A candidate called me this week, and in the course of exchanging information I realized that she was probably the most highly-credentialed junior associate candidate that had crossed my path in recent years. She held JD, PhD, and Master's degrees from the most prestigious schools in the nation. She graduated near the top of her class in each instance and she had been editor-in-chief of her law review. Still, she was somewhat apologetic for not having earned straight A's. I understand where she is coming from; when you are spending most of your time in competitive environments surrounded by other brilliant people, you can lose perspective. This phenomenon is not uncommon in young attorneys just entering the profession, as grades and degrees are the primary sources of feedback before getting out into the work place. But it can be tragic when experienced attorneys lose sight of their strong capabilities and fine credentials just because their firms does not see them as superstars, or because they are isolated from the reality of what the average attorney working in their practice area does by comparison. In these cases, fine careers can be lost to insecurity or ignorance of opportunities that might provide fertile ground for professional satisfaction and pride.

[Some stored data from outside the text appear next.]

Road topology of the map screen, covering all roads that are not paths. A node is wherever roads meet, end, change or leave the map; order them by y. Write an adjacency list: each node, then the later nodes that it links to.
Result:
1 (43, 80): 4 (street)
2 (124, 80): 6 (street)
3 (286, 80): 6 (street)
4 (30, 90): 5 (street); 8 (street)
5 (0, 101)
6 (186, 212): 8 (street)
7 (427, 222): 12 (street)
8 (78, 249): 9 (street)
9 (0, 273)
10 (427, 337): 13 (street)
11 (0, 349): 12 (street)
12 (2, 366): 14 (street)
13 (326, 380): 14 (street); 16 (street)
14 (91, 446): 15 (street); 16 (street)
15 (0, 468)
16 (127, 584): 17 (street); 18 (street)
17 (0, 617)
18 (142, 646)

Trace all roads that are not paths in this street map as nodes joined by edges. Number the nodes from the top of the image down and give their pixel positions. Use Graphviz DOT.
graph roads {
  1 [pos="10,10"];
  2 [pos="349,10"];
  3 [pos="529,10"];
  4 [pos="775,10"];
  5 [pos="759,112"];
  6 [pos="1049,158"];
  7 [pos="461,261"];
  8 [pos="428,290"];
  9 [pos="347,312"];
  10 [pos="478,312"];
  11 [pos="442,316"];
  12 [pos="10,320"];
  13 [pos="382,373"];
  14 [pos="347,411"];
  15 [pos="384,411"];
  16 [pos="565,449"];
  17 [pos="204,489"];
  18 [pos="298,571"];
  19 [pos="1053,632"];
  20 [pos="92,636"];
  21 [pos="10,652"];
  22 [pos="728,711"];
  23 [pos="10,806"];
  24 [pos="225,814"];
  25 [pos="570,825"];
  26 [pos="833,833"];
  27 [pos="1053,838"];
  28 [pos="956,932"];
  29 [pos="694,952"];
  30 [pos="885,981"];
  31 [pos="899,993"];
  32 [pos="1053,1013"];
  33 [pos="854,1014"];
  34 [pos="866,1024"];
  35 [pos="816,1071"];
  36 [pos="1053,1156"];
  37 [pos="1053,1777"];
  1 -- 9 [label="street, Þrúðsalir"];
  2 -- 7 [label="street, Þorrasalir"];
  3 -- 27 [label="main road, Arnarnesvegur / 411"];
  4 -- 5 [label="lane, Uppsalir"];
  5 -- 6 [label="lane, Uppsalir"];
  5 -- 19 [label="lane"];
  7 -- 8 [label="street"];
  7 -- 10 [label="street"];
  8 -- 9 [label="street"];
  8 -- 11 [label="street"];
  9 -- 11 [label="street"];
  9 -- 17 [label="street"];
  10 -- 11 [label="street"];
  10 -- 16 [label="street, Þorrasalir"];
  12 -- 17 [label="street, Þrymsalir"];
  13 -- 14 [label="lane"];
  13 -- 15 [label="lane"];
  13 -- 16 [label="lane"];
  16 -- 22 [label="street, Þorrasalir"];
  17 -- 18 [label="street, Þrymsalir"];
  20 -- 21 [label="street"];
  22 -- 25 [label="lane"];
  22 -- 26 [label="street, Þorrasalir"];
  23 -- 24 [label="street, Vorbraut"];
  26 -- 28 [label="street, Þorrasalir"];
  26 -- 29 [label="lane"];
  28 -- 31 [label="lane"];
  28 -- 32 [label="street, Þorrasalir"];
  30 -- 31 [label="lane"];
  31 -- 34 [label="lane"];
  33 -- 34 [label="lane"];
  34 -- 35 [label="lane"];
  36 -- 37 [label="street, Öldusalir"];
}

Your experience in law school can set you up for this loss of perspective. Some schools define success as a federal clerkship, followed by the big firm job. A continued successful trajectory is further described as receiving mentoring from a firm superstar, achieving independence at certain tasks, gaining direct contact with clients, joining the attorneys in giving "beauty shows" to clients, leading the pack in billable hours, and receiving the largest bonuses. Finally, achieving partnership is the unambiguous acknowledgement of excellence and achievement-to some.
I feel fortunate indeed in having attended a law school where public interest pursuits in the law were equally if not more embraced than big firm financial success. Many of us heading to the big firms felt a bit sheepish about "going after the money" while a number of our classmates bit the bullet and went out to "right the wrongs" on a path that required personal sacrifice. Of course, these decisions were never that simplistic. Yet I believe that having close classmates in a small student body with very divergent views of "success" provided passive immunization against succumbing to a very narrow definition of personal achievement by big firm standards.
But even with this background, if you spend many hours per day for many years with a very select group of highly accomplished people who subscribe to the same standards of evaluation, and who are compared against each other repeatedly, then you can lose all sight of your value in the broader context of your profession. I have watched attorneys sink into depression and become apologetic when their only misdeed was to bill less than 2,000 hours, or to have the wrong political alliances within their firm. Many of these individuals had earned multiple impressive degrees, achieved strong grades, and come from successful non-legal careers. Many of them do great work and have strong client relationships. Yet, short-sightedness, or "myopia," in terms of seeing the bigger picture had led them to consider abandoning their legal careers when, in truth, they would have realized that they were near the top of their profession if they could have stepped back and seen the broader context.
How does one keep a good sense of professional identity? First, it is vitally important to maintain a network of attorney colleagues outside your firm. These individuals can give you reality checks in terms of how other attorneys with backgrounds similar to yours are perceived by other firms and by clients. Being involved in professional groups, industry groups, and long-term client relationships can sustain you when your firm may be sending you the message that you are less than perfect. In addition, a trusting relationship with a recruiter can be a source of frank and impartial feedback in terms of how your background is viewed in the legal market. If your current firm makes you feel inadequate or apologetic, it behooves you to get a second opinion. Don't give one entity the power to define your professional worth, but at the same time be open to revisiting problematic professional issues that you may need to address. Many times, a change of scenery and a different mix of colleagues can make all the difference in how you see yourself as an attorney.
We are all vulnerable to doubt and wondering if we are good enough. Yet I would bet that the majority of people reading this article are among the most educated and skilled individuals of their generation. Don't lose sight of who you are, and find the right place to flourish.